Plusieurs hypothèses sous-tendent ce type de travaux bio-informatiques. D’une part, les motifs recherchés doivent se trouver principalement à proximité des sites d’initiation de la transcription ou, lorsque ces derniers sont méconnus (comme dans le cas de la levure), dans une région bien délimitée en amont de la première fenêtre de lecture de chaque unité transcriptionnelle. Ces régions s’étendent typiquement de quelques centaines à un millier de paires de bases pour les micro-organismes les plus étudiés. D’autre part, les motifs étant généralement extraits séparément, le signal permettant à un facteur de transcription de reconnaître la plupart des régions promotrices associées à un profil transcriptionnel doit être suffisamment fort, suggérant un mécanisme de régulation relativement simple, dominé par un seul ou un petit nombre de facteurs de transcription.

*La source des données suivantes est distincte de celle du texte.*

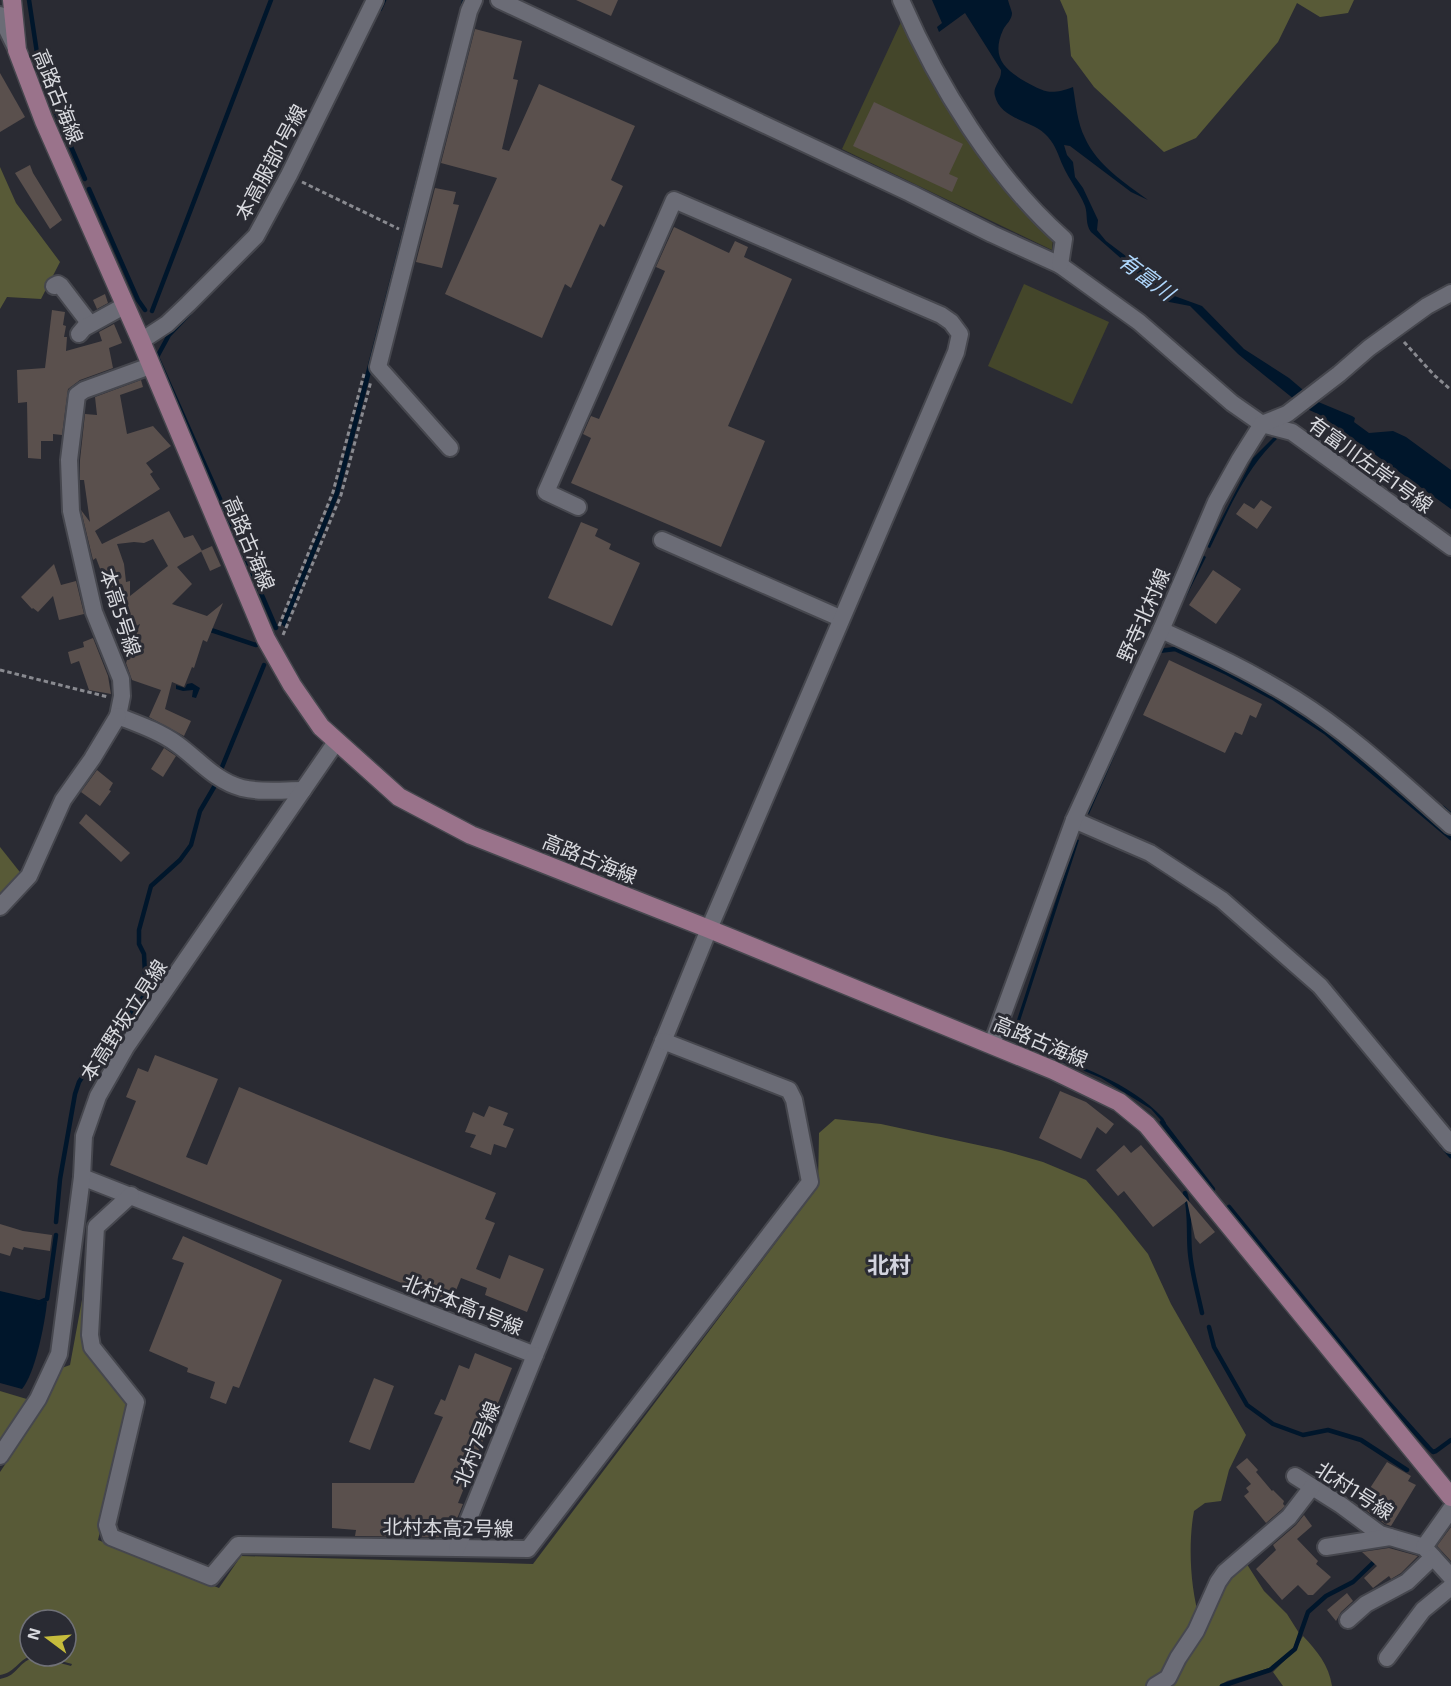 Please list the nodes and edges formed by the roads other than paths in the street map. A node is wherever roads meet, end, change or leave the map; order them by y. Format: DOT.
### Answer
graph roads {
  1 [pos="12,0"];
  2 [pos="375,0"];
  3 [pos="474,0"];
  4 [pos="499,0"];
  5 [pos="901,0"];
  6 [pos="0,15"];
  7 [pos="17,50"];
  8 [pos="1060,265"];
  9 [pos="54,286"];
  10 [pos="1451,293"];
  11 [pos="124,306"];
  12 [pos="141,341"];
  13 [pos="150,366"];
  14 [pos="1262,424"];
  15 [pos="450,448"];
  16 [pos="578,507"];
  17 [pos="662,540"];
  18 [pos="1451,548"];
  19 [pos="840,618"];
  20 [pos="1161,630"];
  21 [pos="119,708"];
  22 [pos="336,742"];
  23 [pos="303,790"];
  24 [pos="1074,820"];
  25 [pos="1451,826"];
  26 [pos="0,906"];
  27 [pos="708,929"];
  28 [pos="663,1041"];
  29 [pos="992,1044"];
  30 [pos="1451,1144"];
  31 [pos="82,1177"];
  32 [pos="131,1195"];
  33 [pos="535,1355"];
  34 [pos="0,1456"];
  35 [pos="1295,1476"];
  36 [pos="1312,1487"];
  37 [pos="1451,1497"];
  38 [pos="1451,1509"];
  39 [pos="1391,1537"];
  40 [pos="1326,1547"];
  41 [pos="457,1548"];
  42 [pos="1429,1552"];
  43 [pos="1451,1577"];
  44 [pos="1451,1587"];
  45 [pos="1348,1620"];
  46 [pos="1387,1658"];
  47 [pos="1165,1683"];
  1 -- 7 [label="main road, 高路古海線"];
  2 -- 12 [label="street, 本高服部1号線"];
  3 -- 15 [label="street"];
  4 -- 8 [label="street"];
  5 -- 8 [label="street"];
  6 -- 7 [label="street"];
  7 -- 11 [label="main road, 高路古海線"];
  8 -- 14 [label="street"];
  9 -- 11 [label="street"];
  10 -- 14 [label="street"];
  11 -- 12 [label="main road, 高路古海線"];
  12 -- 13 [label="main road, 高路古海線"];
  13 -- 21 [label="street, 本高5号線"];
  13 -- 22 [label="main road, 高路古海線"];
  14 -- 18 [label="street, 有富川左岸1号線"];
  14 -- 20 [label="street, 野寺北村線"];
  16 -- 19 [label="street, 北村本高1号線"];
  17 -- 19 [label="street"];
  19 -- 27 [label="street, 北村本高1号線"];
  20 -- 24 [label="street, 野寺北村線"];
  20 -- 25 [label="street"];
  21 -- 23 [label="street"];
  21 -- 26 [label="street"];
  22 -- 23 [label="street, 本高野坂立見線"];
  22 -- 27 [label="main road, 高路古海線"];
  23 -- 31 [label="street, 本高野坂立見線"];
  24 -- 29 [label="street, 野寺北村線"];
  24 -- 30 [label="street"];
  27 -- 28 [label="street, 北村本高1号線"];
  27 -- 29 [label="main road, 高路古海線"];
  28 -- 33 [label="street, 北村本高1号線"];
  28 -- 41 [label="street, 北村本高2号線"];
  29 -- 37 [label="main road, 高路古海線"];
  31 -- 32 [label="street, 北村本高1号線"];
  31 -- 34 [label="street, 本高野坂立見線"];
  32 -- 33 [label="street, 北村本高1号線"];
  32 -- 41 [label="street, 北村本高2号線"];
  33 -- 41 [label="street, 北村7号線"];
  35 -- 36 [label="street, 北村1号線"];
  36 -- 39 [label="street, 北村1号線"];
  36 -- 47 [label="street"];
  38 -- 42 [label="street"];
  39 -- 40 [label="street"];
  39 -- 42 [label="street, 北村1号線"];
  42 -- 43 [label="street"];
  42 -- 45 [label="street"];
  44 -- 46 [label="street"];
}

Dans le cas des organismes eucaryotes pluricellulaires, les connaissances encore très partielles des mécanismes de régulation transcriptionnelle contredisent clairement ces deux hypothèses. En effet, chez les animaux et les plantes modèles étudiés, qui sont dotés de régions non codantes beaucoup plus étendues (Tableau I), plusieurs études montrent que les éléments cis-régulateurs sont nettement plus dispersés et surtout beaucoup plus complexes, combinant de nombreux sites de fixation (plusieurs dizaines) pour plusieurs facteurs de transcription différents (facilement une demi-douzaine). Cette situation constitue un véritable défi pour les bio-informaticiens et les biostatisticiens qui, en interaction étroite avec les biologistes expérimentaux, s’attèlent au développement de méthodes susceptibles de permettre la délimitation des régions non codantes effectivement impliquées dans la régulation transcriptionnelle, ainsi que l’extraction de règles d’organisation de combinaisons de motifs pour former des modules de régulation transcriptionnelle susceptibles de rendre compte de la fixation coopérative de plusieurs facteurs de transcription.
Tableau I. |
À cet égard, dans un numéro récent de la revue Cell, M.A. Beer et S. Tavazoie ont publié un protocole d’analyse innovant, combinant une méthode de classification (clustering) des données de transcriptome, un logiciel de découverte de motifs, ainsi qu’une méthode d’apprentissage probabiliste permettant la définition de règles logiques pour la combinaison de motifs de régulation élémentaires [ 3]. D’abord appliquée à la levure (S. cerevisiae), puis, de manière plus prospective, au nématode (C. elegans), cette méthode a conduit à la prédiction de profils d’expression transcriptionnelle directement comparables avec les profils expérimentaux initialement analysés. Enfin, elle a permis d’inférer des hypothèses précises sur des mécanismes de régulation transcriptionnelle, en principe susceptibles d’être vérifiées expérimentalement.